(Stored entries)
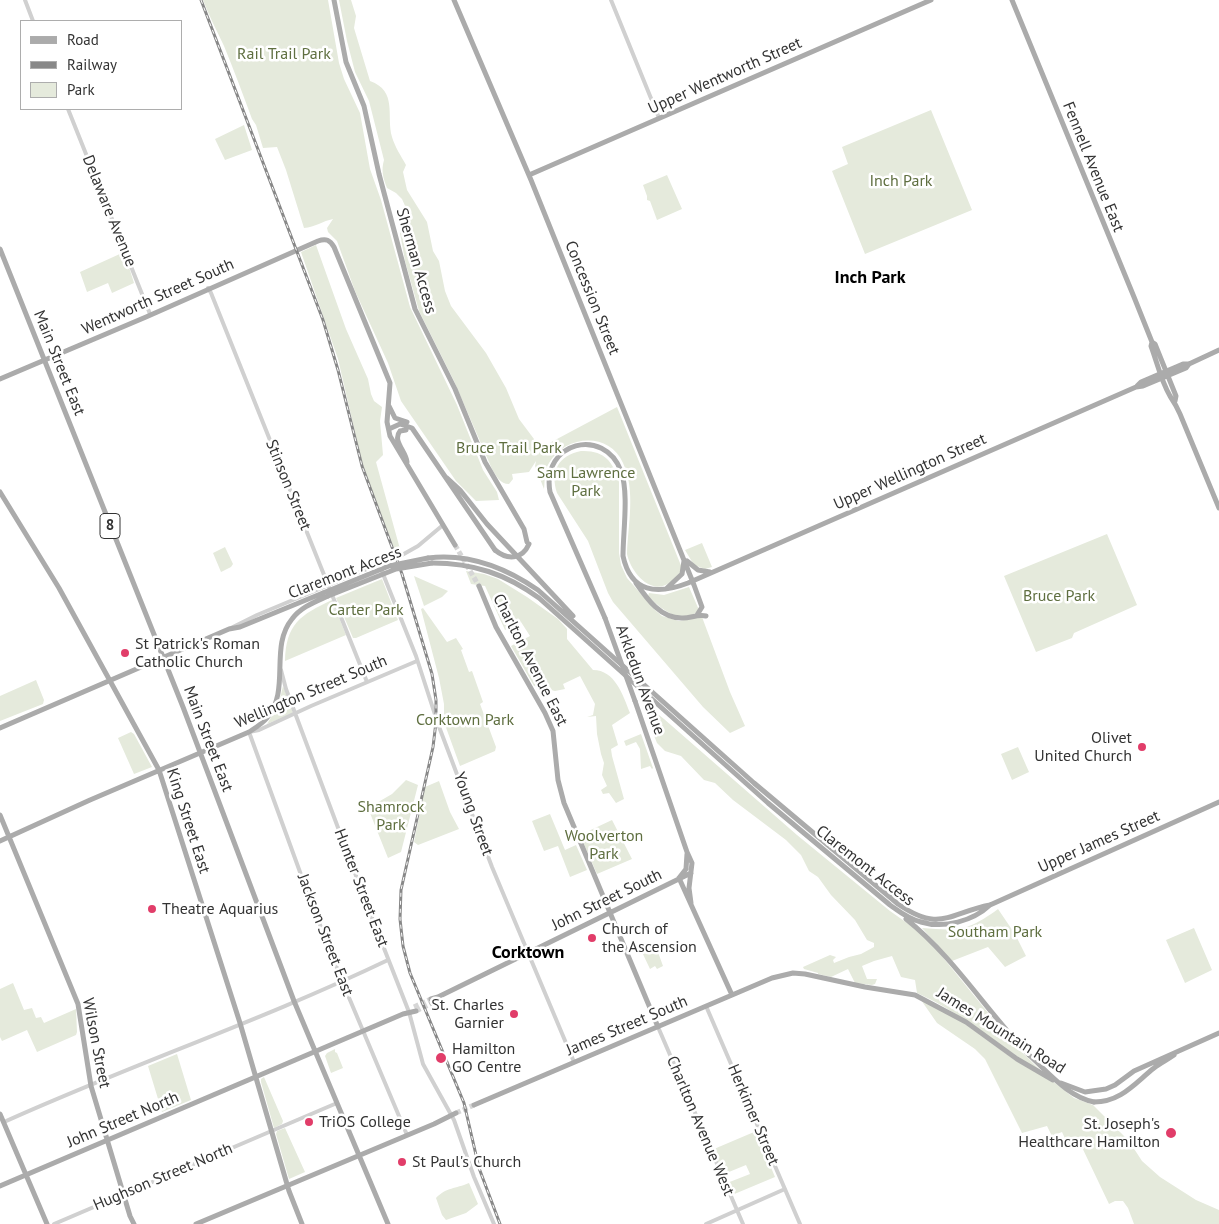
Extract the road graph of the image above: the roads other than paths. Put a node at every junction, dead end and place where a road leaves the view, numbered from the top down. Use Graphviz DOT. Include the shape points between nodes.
graph roads {
  1 [pos="25,0"];
  2 [pos="334,0"];
  3 [pos="454,0"];
  4 [pos="611,0"];
  5 [pos="931,0"];
  6 [pos="1012,0"];
  7 [pos="33,20"];
  8 [pos="68,110"];
  9 [pos="659,118"];
  10 [pos="529,175"];
  11 [pos="0,249"];
  12 [pos="2,262"];
  13 [pos="208,288"];
  14 [pos="150,314"];
  15 [pos="1219,350"];
  16 [pos="44,359"];
  17 [pos="1165,374"];
  18 [pos="0,379"];
  19 [pos="389,406"];
  20 [pos="389,429"];
  21 [pos="406,430"];
  22 [pos="419,439"];
  23 [pos="407,463"];
  24 [pos="447,478"];
  25 [pos="0,492"];
  26 [pos="1219,508"];
  27 [pos="443,525"];
  28 [pos="456,545"];
  29 [pos="402,555"];
  30 [pos="684,558"];
  31 [pos="391,559"];
  32 [pos="430,561"];
  33 [pos="379,564"];
  34 [pos="715,571"];
  35 [pos="633,578"];
  36 [pos="693,580"];
  37 [pos="328,584"];
  38 [pos="479,586"];
  39 [pos="665,590"];
  40 [pos="325,595"];
  41 [pos="697,615"];
  42 [pos="706,616"];
  43 [pos="229,629"];
  44 [pos="601,645"];
  45 [pos="163,658"];
  46 [pos="280,658"];
  47 [pos="417,661"];
  48 [pos="110,680"];
  49 [pos="367,682"];
  50 [pos="296,714"];
  51 [pos="0,728"];
  52 [pos="249,732"];
  53 [pos="200,752"];
  54 [pos="159,770"];
  55 [pos="1219,802"];
  56 [pos="0,814"];
  57 [pos="9,836"];
  58 [pos="0,841"];
  59 [pos="687,852"];
  60 [pos="691,873"];
  61 [pos="679,878"];
  62 [pos="691,903"];
  63 [pos="890,905"];
  64 [pos="990,905"];
  65 [pos="610,912"];
  66 [pos="528,953"];
  67 [pos="388,960"];
  68 [pos="791,974"];
  69 [pos="342,981"];
  70 [pos="732,996"];
  71 [pos="294,1001"];
  72 [pos="431,1001"];
  73 [pos="706,1006"];
  74 [pos="415,1009"];
  75 [pos="409,1012"];
  76 [pos="240,1024"];
  77 [pos="658,1027"];
  78 [pos="363,1031"];
  79 [pos="1219,1032"];
  80 [pos="1181,1049"];
  81 [pos="316,1052"];
  82 [pos="574,1062"];
  83 [pos="255,1077"];
  84 [pos="91,1086"];
  85 [pos="337,1103"];
  86 [pos="474,1105"];
  87 [pos="0,1114"];
  88 [pos="454,1114"];
  89 [pos="4,1122"];
  90 [pos="272,1131"];
  91 [pos="407,1135"];
  92 [pos="107,1140"];
  93 [pos="359,1156"];
  94 [pos="26,1176"];
  95 [pos="288,1185"];
  96 [pos="0,1186"];
  97 [pos="785,1189"];
  98 [pos="123,1194"];
  99 [pos="736,1211"];
  100 [pos="47,1224"];
  101 [pos="54,1224"];
  102 [pos="134,1224"];
  103 [pos="196,1224"];
  104 [pos="302,1224"];
  105 [pos="388,1224"];
  106 [pos="494,1224"];
  107 [pos="706,1224"];
  108 [pos="743,1224"];
  109 [pos="800,1224"];
  1 -- 7 [label="street"];
  2 -- 24 [label="main road, Sherman Access, bridge" via="346,62 364,106 415,309 485,462 526,532 528,543 522,550 506,554 496,549"];
  3 -- 10 [label="main road, Concession Street"];
  4 -- 9 [label="street"];
  5 -- 9 [label="main road, Upper Wentworth Street"];
  6 -- 17 [label="main road, Fennell Avenue East"];
  8 -- 14 [label="street, Delaware Avenue"];
  9 -- 10 [label="main road, Upper Wentworth Street"];
  10 -- 30 [label="main road, Concession Street"];
  11 -- 12 [label="main road, Main Street East / 8"];
  12 -- 16 [label="main road, Main Street East / 8"];
  13 -- 14 [label="main road, Wentworth Street South"];
  13 -- 19 [label="main road, Wentworth Street South" via="329,240 385,367 390,383"];
  13 -- 37 [label="street, Stinson Street"];
  14 -- 16 [label="main road, Wentworth Street South"];
  15 -- 17 [label="main road, Upper Wellington Street" via="1186,368"];
  16 -- 18 [label="main road, Wentworth Street South"];
  16 -- 45 [label="main road, Main Street East / 8"];
  17 -- 26 [label="main road, Fennell Avenue East"];
  17 -- 34 [label="main road, Upper Wellington Street"];
  19 -- 20 [label="main road"];
  19 -- 22 [label="main road" via="395,418 415,426"];
  20 -- 21 [label="main road"];
  20 -- 22 [label="main road, Sherman Access" via="396,424 406,425"];
  20 -- 23 [label="main road" via="393,442"];
  21 -- 22 [label="main road, Sherman Access"];
  21 -- 23 [label="main road" via="400,431 398,436"];
  22 -- 24 [label="main road, Sherman Access"];
  23 -- 27 [label="main road"];
  24 -- 44 [label="main road" via="486,524"];
  25 -- 48 [label="main road, King Street East"];
  27 -- 28 [label="main road"];
  27 -- 29 [label="street"];
  30 -- 34 [label="main road" via="700,571"];
  30 -- 36 [label="main road, Concession Street"];
  30 -- 39 [label="main road" via="682,574"];
  31 -- 33 [label="street"];
  32 -- 40 [label="main road, Claremont Access, bridge" via="396,569"];
  32 -- 44 [label="main road, Claremont Access" via="468,559 516,576 538,590"];
  32 -- 63 [label="main road, Claremont Access" via="488,570 514,581 540,598 768,803"];
  33 -- 37 [label="street"];
  33 -- 47 [label="street, Young Street"];
  34 -- 36 [label="main road, Upper Wellington Street"];
  35 -- 39 [label="main road" via="648,588"];
  35 -- 41 [label="main road, Arkledun Avenue" via="665,614 680,618"];
  35 -- 59 [label="main road, Arkledun Avenue, bridge" via="623,556 623,479 620,470 602,449 580,445 565,450 549,472 552,498 605,618"];
  36 -- 39 [label="main road, Upper Wellington Street"];
  36 -- 41 [label="main road, Concession Street" via="702,607"];
  37 -- 43 [label="street"];
  37 -- 49 [label="street, Stinson Street"];
  38 -- 65 [label="main road, Charlton Avenue East" via="496,627 550,722 555,736 562,797"];
  40 -- 43 [label="main road, Claremont Access"];
  40 -- 46 [label="main road, Claremont Access" via="292,618 284,635"];
  41 -- 42 [label="main road, Arkledun Avenue"];
  43 -- 45 [label="main road, Claremont Access"];
  44 -- 64 [label="main road, Claremont Access" via="754,783 906,910 927,918 944,919"];
  45 -- 48 [label="main road, Claremont Access"];
  45 -- 53 [label="main road, Main Street East / 8"];
  46 -- 50 [label="street, Hunter Street East" via="283,679"];
  46 -- 52 [label="main road, Claremont Access" via="276,702 267,718"];
  47 -- 49 [label="street, Wellington Street South"];
  47 -- 66 [label="street, Young Street" via="485,848"];
  48 -- 51 [label="main road, Claremont Access"];
  48 -- 54 [label="main road, King Street East"];
  49 -- 50 [label="street, Wellington Street South"];
  50 -- 52 [label="street, Wellington Street South"];
  50 -- 67 [label="street, Hunter Street East"];
  52 -- 53 [label="main road, Wellington Street South"];
  52 -- 69 [label="street, Jackson Street East"];
  53 -- 54 [label="main road, Wellington Street South"];
  53 -- 71 [label="main road, Main Street East / 8"];
  54 -- 57 [label="main road, Wellington Street South"];
  54 -- 76 [label="main road, King Street East"];
  55 -- 64 [label="main road, Upper James Street"];
  56 -- 57 [label="main road, Wilson Street"];
  57 -- 58 [label="main road, Wellington Street South"];
  57 -- 84 [label="main road, Wilson Street" via="78,1004"];
  59 -- 60 [label="main road, Arkledun Avenue" via="692,863"];
  59 -- 61 [label="main road, John Street South" via="687,867"];
  60 -- 61 [label="main road, John Street South"];
  60 -- 62 [label="main road, Arkledun Avenue"];
  61 -- 62 [label="main road"];
  61 -- 65 [label="main road, John Street South"];
  62 -- 70 [label="main road"];
  63 -- 64 [label="main road, Claremont Access" via="914,920 942,925 982,913"];
  63 -- 80 [label="main road, bridge" via="929,938 1029,1056 1077,1096 1094,1102 1121,1096"];
  65 -- 66 [label="main road, John Street South"];
  65 -- 77 [label="main road, Charlton Avenue East"];
  66 -- 72 [label="main road, John Street South"];
  66 -- 82 [label="street, Young Street"];
  67 -- 69 [label="street"];
  67 -- 75 [label="street, Hunter Street East"];
  68 -- 70 [label="main road, James Street South" via="774,977"];
  68 -- 80 [label="main road, James Mountain Road" via="915,995 966,1022 1032,1068 1080,1091 1110,1088 1134,1071"];
  69 -- 71 [label="street"];
  69 -- 78 [label="street, Jackson Street East"];
  70 -- 73 [label="main road, James Street South"];
  71 -- 76 [label="street"];
  71 -- 81 [label="main road, Main Street East / 8"];
  73 -- 77 [label="main road, James Street South"];
  73 -- 97 [label="street, Herkimer Street"];
  74 -- 75 [label="main road"];
  75 -- 78 [label="main road"];
  75 -- 88 [label="street, Hunter Street East" via="423,1064"];
  76 -- 83 [label="main road, King Street East"];
  76 -- 84 [label="street"];
  77 -- 82 [label="main road, James Street South"];
  77 -- 99 [label="street, Charlton Avenue West"];
  78 -- 81 [label="main road"];
  78 -- 91 [label="street, Jackson Street East"];
  79 -- 80 [label="main road"];
  81 -- 83 [label="main road"];
  81 -- 85 [label="main road, Main Street East / 8"];
  82 -- 86 [label="main road, James Street South"];
  83 -- 90 [label="main road, King Street East"];
  83 -- 92 [label="main road, John Street North"];
  84 -- 89 [label="street"];
  84 -- 92 [label="main road, Wilson Street"];
  85 -- 90 [label="street, Hughson Street North"];
  85 -- 93 [label="main road, Main Street East / 8"];
  87 -- 89 [label="main road"];
  88 -- 91 [label="main road"];
  88 -- 106 [label="street, Hunter Street East" via="474,1177"];
  89 -- 94 [label="main road"];
  90 -- 95 [label="main road, King Street East"];
  90 -- 98 [label="street, Hughson Street North"];
  91 -- 93 [label="main road"];
  92 -- 94 [label="main road, John Street North"];
  92 -- 98 [label="main road, Wilson Street"];
  93 -- 95 [label="main road"];
  93 -- 105 [label="main road, 8"];
  94 -- 96 [label="main road, John Street North"];
  94 -- 100 [label="main road"];
  95 -- 103 [label="main road"];
  95 -- 104 [label="main road, King Street East"];
  97 -- 99 [label="street"];
  97 -- 109 [label="street, Herkimer Street"];
  98 -- 101 [label="street, Hughson Street North"];
  98 -- 102 [label="main road, Wilson Street"];
  99 -- 107 [label="street"];
  99 -- 108 [label="street, Charlton Avenue West"];
}
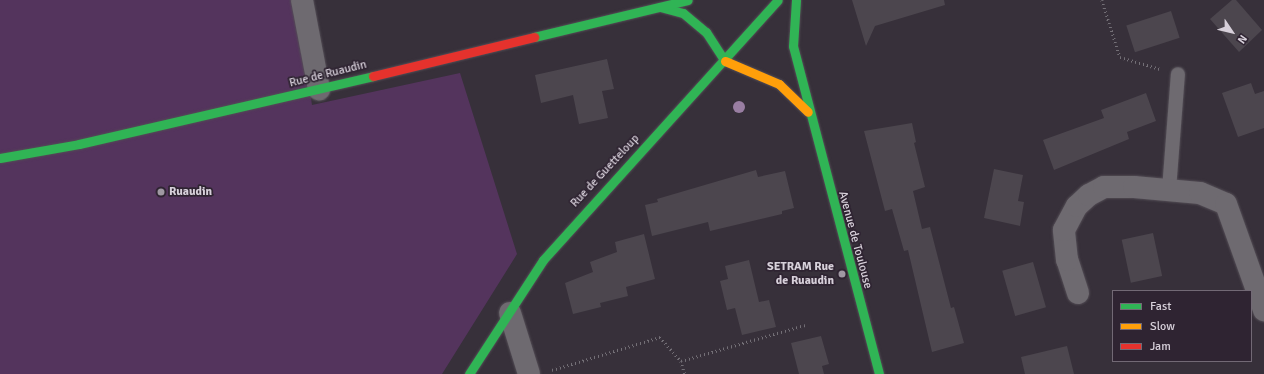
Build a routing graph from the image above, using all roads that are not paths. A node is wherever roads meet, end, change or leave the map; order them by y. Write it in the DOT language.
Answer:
graph roads {
  1 [pos="302,0"];
  2 [pos="688,0"];
  3 [pos="778,0"];
  4 [pos="796,0"];
  5 [pos="660,7"];
  6 [pos="725,61"];
  7 [pos="1178,74"];
  8 [pos="319,89"];
  9 [pos="808,112"];
  10 [pos="0,158"];
  11 [pos="1169,190"];
  12 [pos="1078,293"];
  13 [pos="1264,310"];
  14 [pos="510,313"];
  15 [pos="538,373"];
  16 [pos="470,374"];
  17 [pos="879,374"];
  1 -- 8 [label="street"];
  2 -- 5 [label="street, Rue de Ruaudin"];
  3 -- 6 [label="street, Rue de Guetteloup"];
  4 -- 9 [label="street, Avenue de Toulouse"];
  5 -- 6 [label="street, Rue de Ruaudin"];
  5 -- 8 [label="street, Rue de Ruaudin"];
  6 -- 9 [label="street"];
  6 -- 14 [label="street, Rue de Guetteloup"];
  7 -- 11 [label="lane"];
  8 -- 10 [label="street, Rue de Ruaudin"];
  9 -- 17 [label="street, Avenue de Toulouse"];
  11 -- 12 [label="street"];
  11 -- 13 [label="street"];
  14 -- 15 [label="street"];
  14 -- 16 [label="street, Rue de Guetteloup"];
}
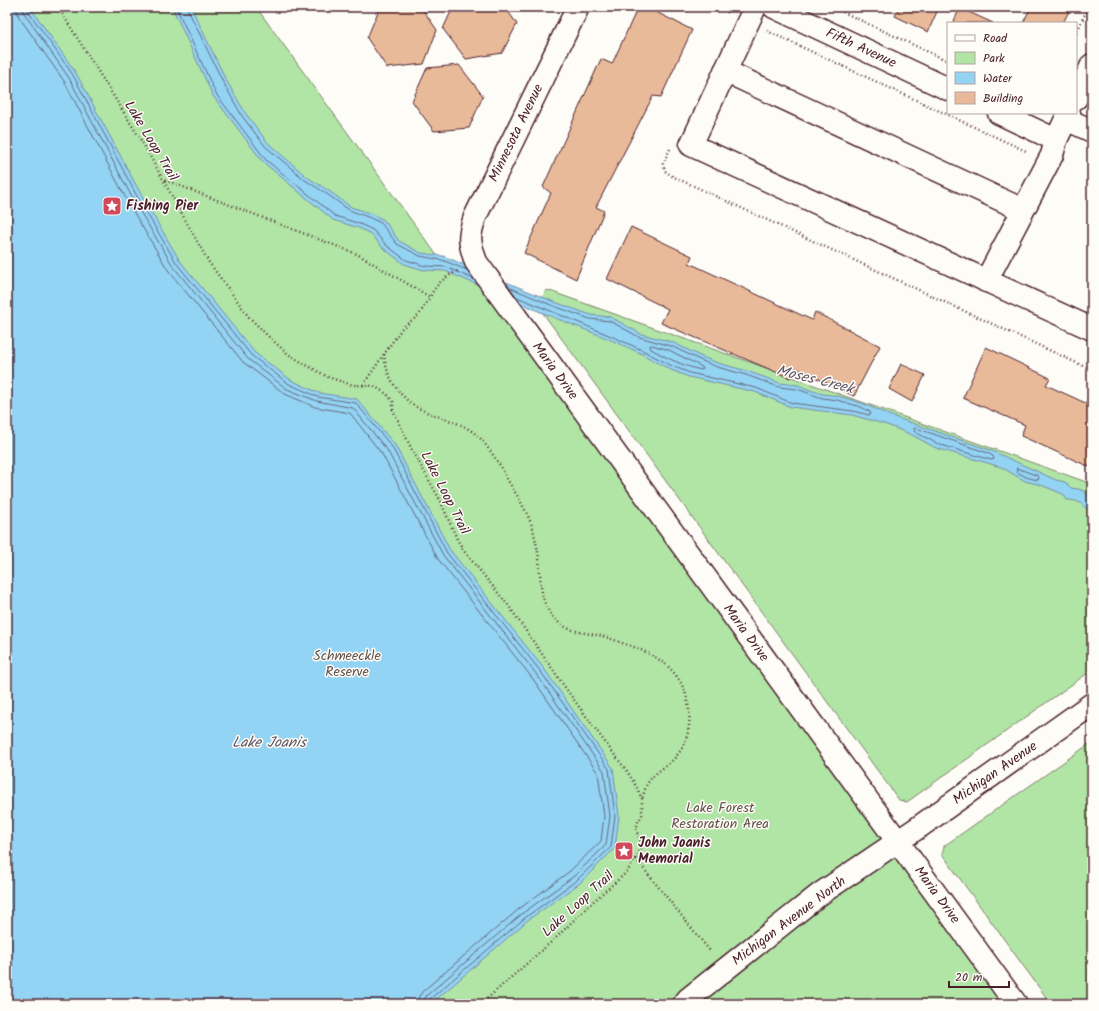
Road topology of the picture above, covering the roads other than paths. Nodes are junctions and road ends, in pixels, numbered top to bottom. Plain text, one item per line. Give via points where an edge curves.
1 (578, 7) edge
2 (774, 7) edge
3 (751, 14) edge
4 (1092, 65) edge
5 (725, 71) junction
6 (947, 89) edge
7 (1077, 96) edge
8 (1001, 114) edge
9 (1067, 116) edge
10 (1092, 131) edge
11 (1056, 140) junction
12 (1023, 210) junction
13 (476, 262) joint
14 (986, 281) junction
15 (1092, 329) edge
16 (1092, 704) edge
17 (898, 842) junction
18 (684, 1004) edge
19 (1016, 1004) edge

1 - 13 street, Minnesota Avenue via 475,217 470,232 470,245
2 - 6 street, Fifth Avenue
3 - 5 street
4 - 7 street
5 - 12 street
5 - 14 street via 691,145
8 - 11 street
9 - 10 street
9 - 11 street
11 - 12 street via 1052,154
12 - 14 street
13 - 17 street, Maria Drive
14 - 15 street
16 - 17 street, Michigan Avenue
17 - 18 street, Michigan Avenue North via 820,894
17 - 19 street, Maria Drive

■ WORK ITEM
Would you output the lines from the one that contains "Road topology of" to the end of the data, both ends included, exactly as they appear?

■ RESPONSE AREA
Road topology of the picture above, covering the roads other than paths. Nodes are junctions and road ends, in pixels, numbered top to bottom. Plain text, one item per line. Give via points where an edge curves.
1 (578, 7) edge
2 (774, 7) edge
3 (751, 14) edge
4 (1092, 65) edge
5 (725, 71) junction
6 (947, 89) edge
7 (1077, 96) edge
8 (1001, 114) edge
9 (1067, 116) edge
10 (1092, 131) edge
11 (1056, 140) junction
12 (1023, 210) junction
13 (476, 262) joint
14 (986, 281) junction
15 (1092, 329) edge
16 (1092, 704) edge
17 (898, 842) junction
18 (684, 1004) edge
19 (1016, 1004) edge

1 - 13 street, Minnesota Avenue via 475,217 470,232 470,245
2 - 6 street, Fifth Avenue
3 - 5 street
4 - 7 street
5 - 12 street
5 - 14 street via 691,145
8 - 11 street
9 - 10 street
9 - 11 street
11 - 12 street via 1052,154
12 - 14 street
13 - 17 street, Maria Drive
14 - 15 street
16 - 17 street, Michigan Avenue
17 - 18 street, Michigan Avenue North via 820,894
17 - 19 street, Maria Drive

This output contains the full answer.